Start of RECORDS PROVIDED
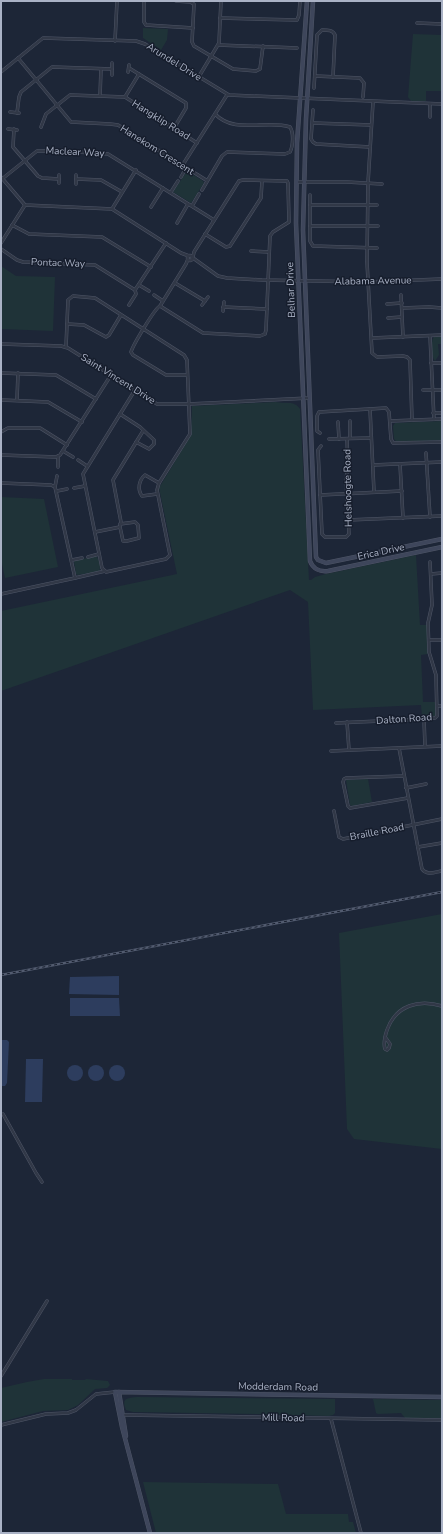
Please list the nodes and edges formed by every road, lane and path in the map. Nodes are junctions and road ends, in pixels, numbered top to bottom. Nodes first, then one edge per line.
1 (117, 1) edge
2 (144, 1) edge
3 (176, 1) edge
4 (221, 1) edge
5 (300, 1) edge
6 (307, 1) edge
7 (313, 1) edge
8 (220, 18) junction
9 (416, 23) dead end
10 (442, 24) edge
11 (193, 28) junction
12 (115, 41) junction
13 (218, 44) junction
14 (263, 46) junction
15 (297, 48) dead end
16 (211, 57) junction
17 (18, 58) junction
18 (112, 64) dead end
19 (101, 69) junction
20 (112, 69) junction
21 (1, 72) edge
22 (128, 72) dead end
23 (139, 74) junction
24 (112, 75) dead end
25 (315, 76) junction
26 (333, 77) junction
27 (198, 78) junction
28 (35, 80) junction
29 (314, 88) dead end
30 (227, 95) junction
31 (100, 96) junction
32 (125, 97) junction
33 (363, 97) dead end
34 (301, 98) junction
35 (307, 99) junction
36 (373, 102) junction
37 (430, 104) junction
38 (442, 104) edge
39 (56, 105) junction
40 (313, 110) dead end
41 (10, 112) dead end
42 (215, 114) junction
43 (430, 117) dead end
44 (313, 123) junction
45 (371, 125) junction
46 (41, 128) dead end
47 (174, 128) junction
48 (8, 129) dead end
49 (197, 143) junction
50 (370, 147) junction
51 (24, 160) junction
52 (182, 166) junction
53 (186, 168) junction
54 (136, 170) junction
55 (76, 175) dead end
56 (181, 177) dead end
57 (2, 178) edge
58 (76, 179) junction
59 (206, 180) junction
60 (178, 181) dead end
61 (262, 181) junction
62 (296, 182) junction
63 (303, 182) junction
64 (59, 183) dead end
65 (368, 183) junction
66 (76, 184) dead end
67 (382, 184) dead end
68 (163, 188) junction
69 (202, 190) dead end
70 (122, 192) junction
71 (171, 192) junction
72 (199, 194) dead end
73 (310, 195) dead end
74 (188, 204) junction
75 (25, 205) junction
76 (310, 205) junction
77 (368, 205) junction
78 (377, 205) dead end
79 (192, 206) junction
80 (151, 207) dead end
81 (112, 209) junction
82 (214, 220) junction
83 (177, 223) dead end
84 (12, 225) junction
85 (310, 226) junction
86 (368, 226) junction
87 (378, 226) dead end
88 (205, 234) junction
89 (1, 243) edge
90 (166, 243) junction
91 (368, 248) junction
92 (377, 248) dead end
93 (1, 249) edge
94 (251, 251) dead end
95 (269, 252) junction
96 (190, 258) junction
97 (151, 267) junction
98 (442, 279) edge
99 (268, 280) junction
100 (298, 281) junction
101 (304, 281) junction
102 (368, 282) junction
103 (175, 283) junction
104 (139, 285) junction
105 (135, 290) junction
106 (148, 291) dead end
107 (154, 295) dead end
108 (401, 295) dead end
109 (208, 297) dead end
110 (163, 301) junction
111 (205, 301) junction
112 (224, 302) dead end
113 (402, 303) junction
114 (386, 304) dead end
115 (129, 305) dead end
116 (202, 305) dead end
117 (160, 306) junction
118 (223, 307) junction
119 (402, 308) junction
120 (442, 308) edge
121 (267, 309) junction
122 (223, 311) dead end
123 (121, 315) junction
124 (402, 317) junction
125 (388, 318) dead end
126 (67, 324) junction
127 (144, 330) junction
128 (442, 335) edge
129 (430, 336) junction
130 (403, 337) junction
131 (372, 338) junction
132 (1, 344) edge
133 (66, 347) junction
134 (431, 363) junction
135 (442, 363) edge
136 (1, 373) edge
137 (18, 373) junction
138 (111, 375) junction
139 (187, 375) junction
140 (135, 390) junction
141 (422, 390) dead end
142 (432, 390) junction
143 (442, 390) edge
144 (309, 398) junction
145 (96, 399) junction
146 (303, 399) junction
147 (1, 400) edge
148 (17, 400) junction
149 (188, 404) junction
150 (370, 409) junction
151 (433, 413) junction
152 (442, 413) edge
153 (120, 414) junction
154 (434, 419) junction
155 (442, 419) edge
156 (412, 420) junction
157 (350, 421) dead end
158 (390, 421) junction
159 (82, 422) junction
160 (338, 422) dead end
161 (143, 431) junction
162 (1, 432) edge
163 (320, 433) dead end
164 (350, 438) junction
165 (372, 438) junction
166 (329, 439) dead end
167 (339, 439) junction
168 (347, 439) junction
169 (136, 442) junction
170 (442, 442) edge
171 (67, 445) junction
172 (321, 446) dead end
173 (63, 451) junction
174 (426, 453) dead end
175 (1, 455) edge
176 (58, 456) junction
177 (72, 457) dead end
178 (78, 460) dead end
179 (427, 462) junction
180 (442, 462) edge
181 (400, 464) junction
182 (373, 465) junction
183 (87, 466) junction
184 (58, 467) dead end
185 (57, 476) dead end
186 (1, 483) edge
187 (159, 483) junction
188 (85, 486) junction
189 (55, 487) junction
190 (74, 488) dead end
191 (67, 489) dead end
192 (402, 491) junction
193 (57, 492) junction
194 (374, 492) junction
195 (157, 494) junction
196 (347, 494) junction
197 (320, 495) junction
198 (430, 516) junction
199 (442, 516) edge
200 (403, 518) junction
201 (348, 520) junction
202 (120, 525) junction
203 (94, 532) junction
204 (442, 539) edge
205 (442, 547) edge
206 (99, 554) junction
207 (88, 557) dead end
208 (82, 558) dead end
209 (72, 560) junction
210 (430, 562) dead end
211 (326, 563) joint
212 (105, 571) junction
213 (322, 571) joint
214 (442, 573) edge
215 (431, 574) junction
216 (75, 578) junction
217 (1, 594) edge
218 (428, 640) junction
219 (442, 640) edge
220 (437, 706) junction
221 (442, 706) edge
222 (424, 719) junction
223 (348, 722) junction
224 (336, 723) dead end
225 (425, 746) junction
226 (442, 746) edge
227 (399, 748) junction
228 (349, 750) junction
229 (331, 751) dead end
230 (404, 776) junction
231 (426, 784) dead end
232 (406, 788) junction
233 (408, 798) junction
234 (334, 811) dead end
235 (442, 820) edge
236 (414, 825) junction
237 (442, 842) edge
238 (418, 847) junction
239 (442, 871) edge
240 (442, 1006) edge
241 (385, 1037) dead end
242 (3, 1114) dead end
243 (42, 1182) dead end
244 (47, 1302) dead end
245 (1, 1376) edge
246 (117, 1392) junction
247 (442, 1397) edge
248 (124, 1415) junction
249 (331, 1418) junction
250 (442, 1420) edge
251 (1, 1425) edge
252 (126, 1441) junction
253 (150, 1533) edge
254 (361, 1533) edge

1 - 12 street
2 - 11 street
3 - 11 street
4 - 8 street
5 - 8 street
6 - 34 main road, Belhar Drive
7 - 35 main road, Belhar Drive
8 - 13 street
9 - 10 street
11 - 16 street
12 - 17 street, Arundel Drive
12 - 27 street, Arundel Drive
13 - 14 street
13 - 16 street
14 - 15 street
14 - 16 street
16 - 27 street
17 - 21 street, Arundel Drive
17 - 28 street, Hanekom Crescent
18 - 20 street
19 - 20 street
19 - 28 street
19 - 31 street
20 - 24 street
22 - 23 street
23 - 32 street
23 - 47 street
25 - 26 street
25 - 26 street
25 - 29 street
26 - 33 street
27 - 30 street, Arundel Drive
28 - 39 street, Hanekom Crescent
28 - 41 street
30 - 34 street, Arundel Drive
30 - 42 street
31 - 32 street, Hangklip Road
31 - 39 street, Hangklip Road
32 - 47 street, Hangklip Road
34 - 35 street, Arundel Drive
34 - 62 main road, Belhar Drive
35 - 36 street, Arundel Drive
35 - 63 main road, Belhar Drive
36 - 37 street, Arundel Drive
36 - 45 street
37 - 38 street, Arundel Drive
37 - 43 street
39 - 46 street
39 - 52 street, Hanekom Crescent
40 - 44 street
42 - 49 street
42 - 59 street
44 - 45 street
44 - 50 street
45 - 50 street
47 - 49 street, Hangklip Road
48 - 51 street
49 - 52 street
50 - 65 street
51 - 54 street, Maclear Way
51 - 57 street, Maclear Way
51 - 64 street
52 - 53 street, Hanekom Crescent
53 - 56 street
53 - 59 street, Hanekom Crescent
54 - 68 street, Maclear Way
54 - 70 street
55 - 58 street
57 - 75 street
58 - 66 street
58 - 70 street
59 - 69 street
60 - 71 street
61 - 82 street
61 - 88 street
61 - 95 street
62 - 63 street
62 - 100 main road, Belhar Drive
63 - 65 street
63 - 101 main road, Belhar Drive
65 - 67 street
65 - 77 street
68 - 71 street, Maclear Way
68 - 80 street
70 - 81 street
71 - 74 street, Maclear Way
72 - 79 street
73 - 76 street
74 - 79 street, Maclear Way
74 - 83 street
75 - 81 street
75 - 84 street
76 - 77 street
76 - 85 street
77 - 78 street
77 - 86 street
79 - 82 street, Maclear Way
81 - 90 street
82 - 88 street
84 - 89 street
84 - 97 street
85 - 86 street
85 - 91 street
86 - 87 street
86 - 91 street
88 - 96 street
90 - 96 street
90 - 97 street
91 - 92 street
91 - 102 street
93 - 105 street, Pontac Way
94 - 95 street
95 - 99 street
96 - 99 street
96 - 103 street
97 - 104 street
98 - 102 street, Alabama Avenue
99 - 100 street
99 - 121 street
100 - 101 street
100 - 146 main road, Belhar Drive
101 - 102 street, Alabama Avenue
101 - 144 main road, Belhar Drive
102 - 131 street
103 - 110 street
103 - 111 street
104 - 105 street
104 - 106 street
105 - 115 street
107 - 110 street
108 - 113 street
109 - 111 street
110 - 117 street
111 - 116 street
112 - 118 street
113 - 114 street
113 - 119 street
117 - 121 street
117 - 127 street
118 - 121 street
118 - 122 street
119 - 120 street
119 - 124 street
123 - 126 street
123 - 126 street
123 - 127 street
124 - 125 street
124 - 130 street
126 - 133 street
127 - 139 street
127 - 139 street
128 - 129 street
129 - 130 street
129 - 134 street
130 - 131 street
131 - 156 street
132 - 133 street, Saint Vincent Drive
133 - 138 street, Saint Vincent Drive
134 - 135 street
134 - 142 street
136 - 137 street
137 - 145 street
137 - 148 street
138 - 140 street, Saint Vincent Drive
138 - 145 street
139 - 149 street
140 - 149 street, Saint Vincent Drive
140 - 153 street
141 - 142 street
142 - 143 street
142 - 151 street
144 - 146 street, Saint Vincent Drive
144 - 211 main road, Belhar Drive
145 - 159 street
146 - 149 street, Saint Vincent Drive
146 - 213 main road, Belhar Drive
147 - 148 street
148 - 159 street
149 - 187 street
150 - 158 street
150 - 163 street
150 - 165 street
151 - 152 street
151 - 154 street
153 - 161 street
153 - 183 street
154 - 155 street
154 - 156 street
156 - 158 street
157 - 164 street
158 - 170 street
159 - 171 street
160 - 167 street
161 - 169 street
161 - 169 street
162 - 171 street
164 - 165 street
164 - 168 street
165 - 182 street
166 - 167 street
167 - 168 street
168 - 196 street, Helshoogte Road
169 - 202 street
171 - 173 street
172 - 197 street
173 - 176 street
173 - 177 street
174 - 179 street
175 - 176 street
176 - 184 street
178 - 183 street
179 - 180 street
179 - 181 street
179 - 198 street
181 - 182 street
181 - 192 street
182 - 194 street
183 - 188 street
185 - 189 street
186 - 189 street
187 - 195 street
187 - 195 street
188 - 190 street
188 - 203 street
189 - 193 street
191 - 193 street
192 - 194 street
192 - 200 street
193 - 209 street
194 - 196 street
195 - 212 street
196 - 197 street
196 - 201 street, Helshoogte Road
197 - 201 street, Helshoogte Road
198 - 199 street
198 - 200 street
200 - 201 street
202 - 202 street
202 - 203 street
203 - 206 street
204 - 211 main road, Erica Drive
205 - 213 main road, Erica Drive
206 - 207 street
206 - 212 street
208 - 209 street
209 - 216 street
210 - 215 street, Dalton Road
212 - 216 street
214 - 215 street
215 - 218 street, Dalton Road
216 - 217 street
218 - 219 street
218 - 220 street, Dalton Road
220 - 221 street
220 - 222 street, Dalton Road
222 - 223 street, Dalton Road
222 - 225 street
223 - 224 street, Dalton Road
223 - 228 street
225 - 226 street
225 - 227 street
227 - 228 street
227 - 230 street
228 - 229 street
230 - 232 street
230 - 233 street
231 - 232 street
232 - 233 street
233 - 236 street
234 - 236 street, Braille Road
235 - 236 street, Braille Road
236 - 238 street
237 - 238 street
238 - 239 street
240 - 241 street
242 - 243 street
244 - 245 street
246 - 247 main road, Modderdam Road
246 - 248 main road
246 - 251 street
246 - 252 main road
248 - 249 street, Mill Road
248 - 252 main road
249 - 250 street, Mill Road
249 - 254 street
252 - 253 main road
End of RECORDS PROVIDED
The lines above that hold the word "Hangklip" should be found and copied out.

31 - 32 street, Hangklip Road
31 - 39 street, Hangklip Road
32 - 47 street, Hangklip Road
47 - 49 street, Hangklip Road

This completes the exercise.